Dans le cadre d'un accord avec la FTC (Federal Trade Commission) des États-Unis, l’enseigne Rite Aid a accepté d'interdire pendant cinq ans l'utilisation de la technologie de reconnaissance faciale à des fins de surveillance. Cette décision fait suite aux accusations de la FTC selon lesquelles la technologie a été utilisée à mauvais escient, au détriment des consommateurs. De 2012 à 2020, Rite Aid a mis en place ce système basé sur l'IA pour détecter les voleurs à l'étalage. Cependant, le régulateur a déclaré que ce procédé identifiait à tort des clients spécifiques comme ayant déjà volé à l'étalage, « souvent, et en grande partie, des personnes de couleur ».
Absence d’information aux clients et erreurs répétées
Afin de réduire les vols à l'étalage et de résoudre d'autres problèmes liés à la clientèle, Rite Aid s’est appuyé dans des centaines de pharmacies sur la reconnaissance faciale via des caméras de surveillance. Le problème est que le personnel de Rite Aid accusait fréquemment à tort les clients de vol. « L'utilisation inconsidérée des systèmes de surveillance faciale par la chaîne a humilié ses clients et leur a causé d'autres préjudices, et ces infractions ont mis en danger les informations sensibles des consommateurs », a déclaré Samuel Levine, responsable des consommateurs au sein de la FTC, dans un communiqué. « L'ordonnance d'aujourd'hui montre clairement que la Commission veillera à protéger le public contre les pratiques déloyales en matière de surveillance biométrique et de sécurité des données », a-t-il ajouté.

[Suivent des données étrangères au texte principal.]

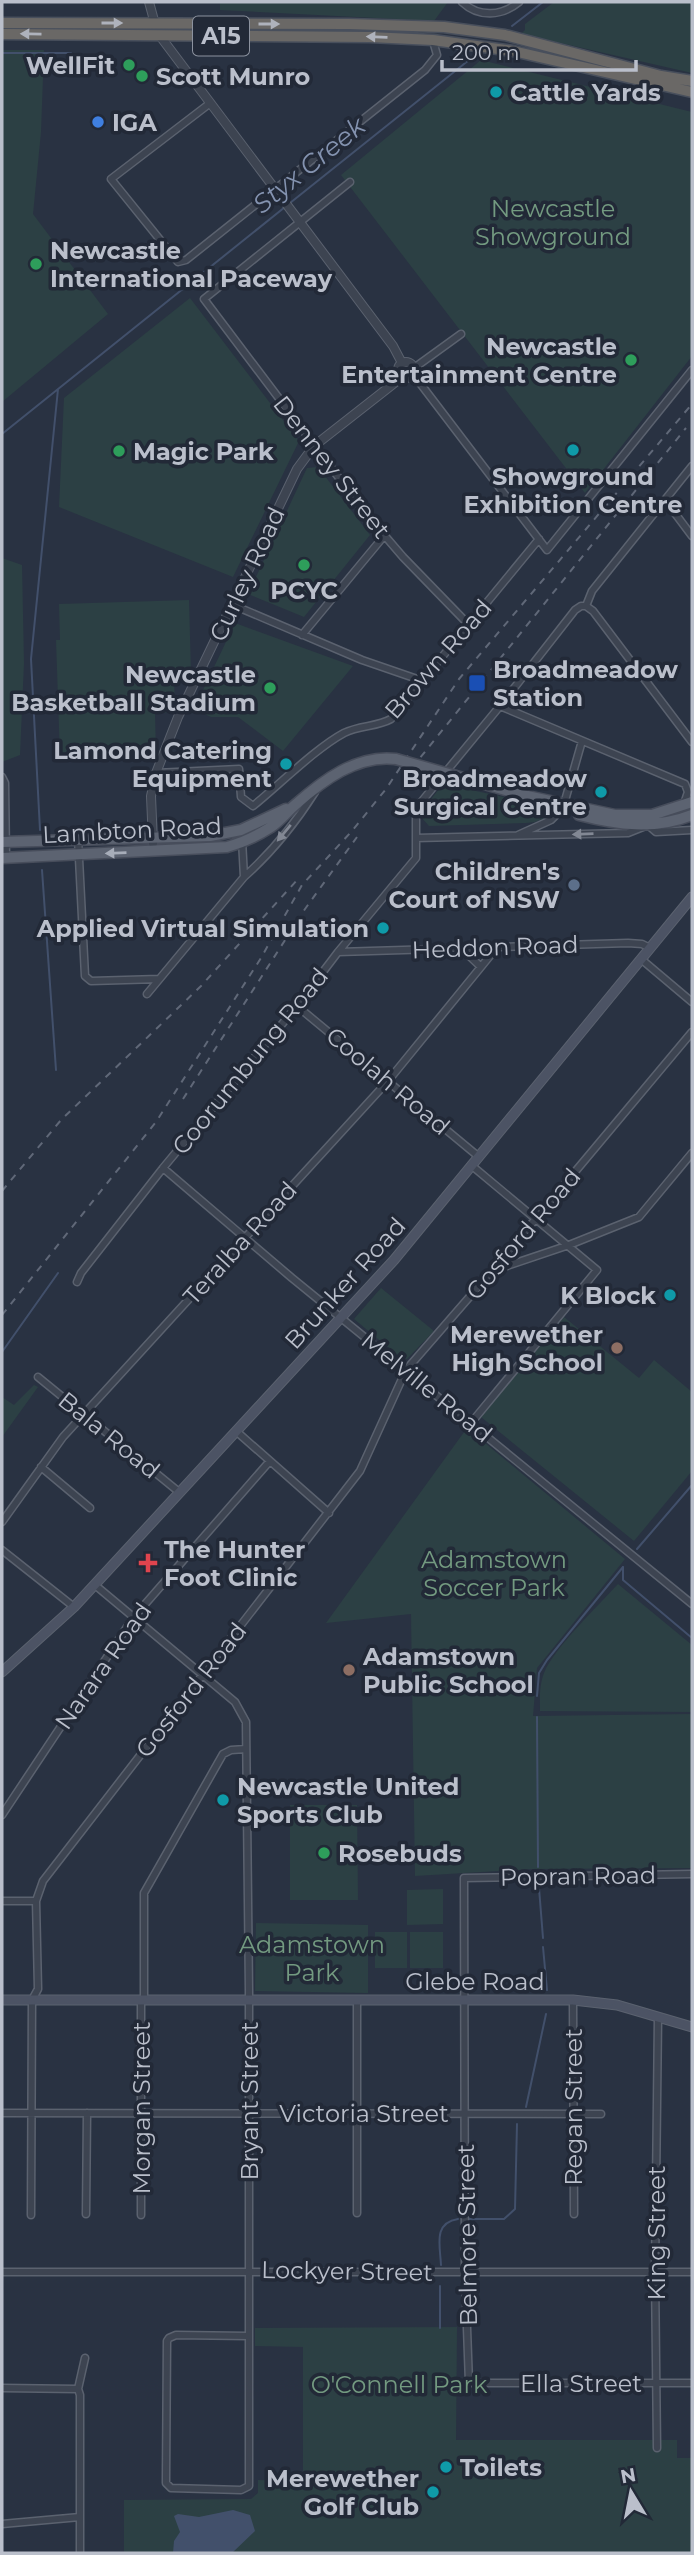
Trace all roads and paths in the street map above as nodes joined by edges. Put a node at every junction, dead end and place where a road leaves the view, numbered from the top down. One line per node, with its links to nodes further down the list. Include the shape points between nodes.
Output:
1 (149, 2): 5 (street)
2 (462, 2): 3 (street, via 494,14)
3 (519, 2)
4 (2, 23): 5 (highway, A15, one-way to 5)
5 (155, 24): 7 (highway); 8 (highway, A15, one-way to 8, via 444,27)
6 (2, 34): 7 (highway, A15, one-way to 6)
7 (160, 36): 9 (highway, A15, one-way to 7); 13 (street)
8 (511, 36): 10 (highway); 11 (highway, A15)
9 (433, 40): 10 (highway, A15); 15 (street, via 437,55 425,70)
10 (508, 50): 12 (highway, A15)
11 (692, 81)
12 (692, 92)
13 (209, 104): 15 (street); 15 (street, via 111,178 178,262)
14 (350, 182): 16 (street)
15 (276, 193): 16 (street)
16 (299, 222): 18 (street); 22 (street, Denney Street, via 204,299)
17 (461, 334): 20 (street)
18 (402, 363): 20 (street, via 408,362); 21 (street, via 398,370)
19 (692, 370): 27 (street, via 547,550)
20 (414, 371): 21 (street); 27 (street)
21 (402, 377): 22 (street, Curley Road)
22 (314, 446): 25 (street, Denney Street); 28 (street, Curley Road, via 297,469)
23 (692, 466): 24 (street, Coorumbung Road)
24 (665, 500): 26 (street); 29 (street, Coorumbung Road, via 592,592)
25 (384, 536): 30 (street, Denney Street); 31 (street)
26 (692, 536)
27 (539, 539): 30 (street, Brown Road)
28 (233, 605): 31 (street); 36 (street, Curley Road)
29 (586, 606): 33 (street, Coorumbung Road, via 575,610); 35 (street)
30 (469, 625): 32 (street, Brown Road)
31 (302, 635): 32 (street)
32 (424, 681): 36 (street, Brown Road, via 391,719 338,737 253,806 241,797 239,769)
33 (500, 706): 34 (street); 48 (street, Coorumbung Road, via 420,803)
34 (582, 741): 39 (street, via 685,784); 41 (street)
35 (692, 742)
36 (156, 773): 47 (street, Curley Road, via 151,796)
37 (2, 777): 50 (street)
38 (319, 786): 40 (main road, Lambton Road); 41 (main road, Lambton Road, bridge, via 359,763 396,759); 55 (street, one-way to 55)
39 (688, 804): 41 (main road, Lambton Road, via 661,814 635,816)
40 (295, 805): 44 (main road, Lambton Road); 51 (main road, Lambton Road, via 272,826)
41 (562, 807): 43 (main road, Lambton Road, via 608,822); 46 (street, Lambton Road, via 551,820)
42 (692, 815): 43 (main road, Lambton Road)
43 (648, 825): 45 (street, Lambton Road, via 656,832); 46 (street, Lambton Road, one-way to 46, via 628,833)
44 (241, 830): 47 (main road, Lambton Road); 51 (street)
45 (692, 830)
46 (517, 836): 48 (street, Lambton Road)
47 (153, 838): 49 (main road, Lambton Road); 52 (street, Curley Road)
48 (416, 838): 60 (street, Coorumbung Road, via 416,858)
49 (78, 839): 50 (main road, Lambton Road); 53 (street)
50 (4, 842): 54 (street)
51 (243, 842): 52 (main road, Lambton Road); 55 (street)
52 (153, 852): 53 (main road, Lambton Road, one-way to 53)
53 (78, 855): 54 (main road, Lambton Road); 63 (street, via 88,979)
54 (4, 858)
55 (244, 877): 63 (street)
56 (692, 897): 59 (main road, Brunker Road)
57 (498, 946): 58 (street, Heddon Road); 59 (street, Heddon Road, via 628,943); 62 (street, Teralba Road)
58 (460, 948): 60 (street, Heddon Road); 62 (street)
59 (650, 948): 61 (main road, Brunker Road)
60 (338, 951): 66 (street, Coorumbung Road)
61 (641, 960): 65 (street); 70 (main road, Brunker Road)
62 (481, 966): 68 (street, Teralba Road)
63 (159, 979): 64 (street)
64 (147, 994)
65 (692, 1002)
66 (297, 1006): 68 (street, Coolah Road); 72 (street, Coorumbung Road)
67 (692, 1032): 73 (street, Gosford Road)
68 (388, 1081): 70 (street, Coolah Road); 74 (street, Teralba Road)
69 (692, 1153): 75 (street, via 639,1217)
70 (479, 1157): 71 (main road, Brunker Road)
71 (471, 1165): 73 (street); 78 (main road, Brunker Road)
72 (163, 1168): 74 (street, Melville Road); 77 (street, Coorumbung Road)
73 (536, 1218): 75 (street); 76 (street, Gosford Road)
74 (244, 1238): 78 (street, Melville Road); 81 (street, Teralba Road)
75 (569, 1245): 76 (street); 82 (street, via 597,1270)
76 (492, 1271): 79 (street, Gosford Road)
77 (76, 1282)
78 (341, 1317): 79 (street, Melville Road); 83 (main road, Brunker Road)
79 (406, 1370): 82 (street, Melville Road); 88 (street, Gosford Road, via 360,1471)
80 (38, 1377): 81 (street, Bala Road)
81 (84, 1414): 85 (street, Teralba Road); 86 (street, Bala Road)
82 (471, 1423): 92 (street, Melville Road)
83 (236, 1431): 84 (street); 86 (main road, Brunker Road)
84 (269, 1462): 88 (street); 94 (street, Narara Road)
85 (41, 1467): 87 (street); 89 (street, Teralba Road)
86 (179, 1492): 91 (main road, Brunker Road)
87 (90, 1508)
88 (329, 1513): 96 (street, Gosford Road)
89 (2, 1522)
90 (2, 1550): 93 (street)
91 (94, 1585): 93 (main road, Brunker Road); 94 (street)
92 (692, 1604)
93 (74, 1607): 95 (main road, Brunker Road)
94 (133, 1618): 96 (street); 98 (street, Narara Road)
95 (2, 1672)
96 (202, 1675): 97 (street, Bryant Street, via 235,1702 245,1717); 102 (street, Gosford Road, via 43,1881)
97 (246, 1749): 105 (street, Bryant Street); 108 (street, Morgan Street, via 231,1749 223,1755 144,1893)
98 (2, 1815)
99 (692, 1874): 100 (street, Popran Road)
100 (464, 1878): 106 (street, Belmore Street)
101 (2, 1901): 102 (street)
102 (36, 1901): 104 (street, Gosford Road, via 38,1989)
103 (2, 2000): 104 (main road, Glebe Road)
104 (32, 2000): 108 (main road, Glebe Road); 113 (street, Gosford Road)
105 (249, 2000): 108 (main road, Glebe Road); 109 (main road, Glebe Road); 116 (street, Bryant Street)
106 (465, 2000): 107 (main road, Glebe Road); 109 (main road, Glebe Road); 118 (street, Belmore Street)
107 (573, 2000): 110 (main road, Glebe Road, via 617,2005); 119 (street, Regan Street)
108 (142, 2001): 115 (street, Morgan Street)
109 (357, 2001): 117 (street)
110 (658, 2018): 111 (main road, Glebe Road); 128 (street, King Street)
111 (692, 2028)
112 (2, 2113): 113 (street, Victoria Street)
113 (33, 2113): 114 (street, Victoria Street); 124 (street, Gosford Road)
114 (87, 2113): 115 (street, Victoria Street); 122 (street)
115 (141, 2113): 116 (street, Victoria Street); 125 (street, Morgan Street)
116 (249, 2113): 117 (street, Victoria Street); 126 (street, Bryant Street)
117 (357, 2113): 118 (street, Victoria Street); 121 (street)
118 (466, 2113): 119 (street, Victoria Street); 130 (street, Belmore Street)
119 (574, 2114): 120 (street, Victoria Street); 123 (street, Regan Street)
120 (601, 2114)
121 (357, 2213)
122 (86, 2214)
123 (573, 2214)
124 (32, 2215)
125 (141, 2215)
126 (249, 2270): 127 (street, Lockyer Street); 130 (street, Lockyer Street); 131 (street, Bryant Street)
127 (2, 2272)
128 (655, 2272): 129 (street, Lockyer Street); 130 (street, Lockyer Street); 134 (street, King Street)
129 (692, 2272)
130 (465, 2273): 133 (street, Belmore Street)
131 (248, 2336): 131 (street, Bryant Street, via 169,2338 168,2487 241,2490 249,2486)
132 (85, 2358): 137 (street)
133 (470, 2382): 134 (street, Ella Street)
134 (656, 2383): 135 (street, Ella Street); 138 (street, King Street)
135 (692, 2383)
136 (2, 2388): 137 (street)
137 (78, 2389): 139 (street)
138 (657, 2448)
139 (80, 2517): 140 (street); 141 (street)
140 (2, 2524)
141 (80, 2553)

Selon la FTC, le système de Rite Aid utilisait la reconnaissance faciale pour scanner les clients à l'entrée du magasin, en comparant leur visage avec une vaste base de données de personnes suspectées ou confirmées comme voleurs à l'étalage. Si le système trouvait une correspondance, il alertait le personnel pour qu'il surveille de près le client. La base de données de photos était remplie de photos de mauvaise qualité provenant d'images de surveillance granuleuses et de téléphones portables, ce qui entraînait des correspondances peu fiables. En raison de ces problèmes, le personnel suivait les clients ou appelait la police sans avoir été témoin d'un délit. Les fonctionnaires fédéraux ont également souligné que Rite Aid n'avait pas informé ses clients de l'utilisation de cette technologie et qu'elle avait donné pour instruction à ses employés de ne pas divulguer l'utilisation de celle-ci aux clients et aux médias. La FTC a affirmé que Rite Aid avait collaboré avec deux entreprises, dont le nom n’a pas été mentionné, pour constituer sa base de données de « personnes d'intérêt » avec des dizaines de milliers d'images.
Un pilote suspendu depuis 3 ans selon Rite Aid
Rite Aid a déclaré que son accord avec la FTC devait être approuvé par le tribunal chargé de superviser sa procédure de faillite en cours. En effet, l’entreprise s'est placée sous la protection de la loi sur les faillites en octobre. « Les allégations portent sur un programme pilote de technologie de reconnaissance faciale déployé par l’entreprise dans quelques-uns de ses magasins », a déclaré Rite Aid dans un communiqué. « Rite Aid a cessé d'utiliser cette technologie dans ces magasins il y a plus de trois ans, avant le début de l'enquête de la FTC sur l'utilisation de cette technologie par l’entreprise », a-t-elle ajouté.
« L'interdiction de la FTC illustre la nature décentralisée de la réglementation de l'IA aux États-Unis », a déclaré pour sa part Kjell Carlsson, responsable de la stratégie et de l'évangélisation de la science des données chez Domino Data Lab. « Contrairement à l'UE, où l’IA Act promet des réglementations cohérentes prévoyant des amendes draconiennes, aux États-Unis, les entreprises sont soumises à des réglementations disparates et évolutives, décidées par des agences fédérales, des législateurs des États et des municipalités, avec des sanctions comparativement mineures, principalement axées sur l'utilisation abusive des données plutôt que sur l'IA elle-même », a-t-il ajouté.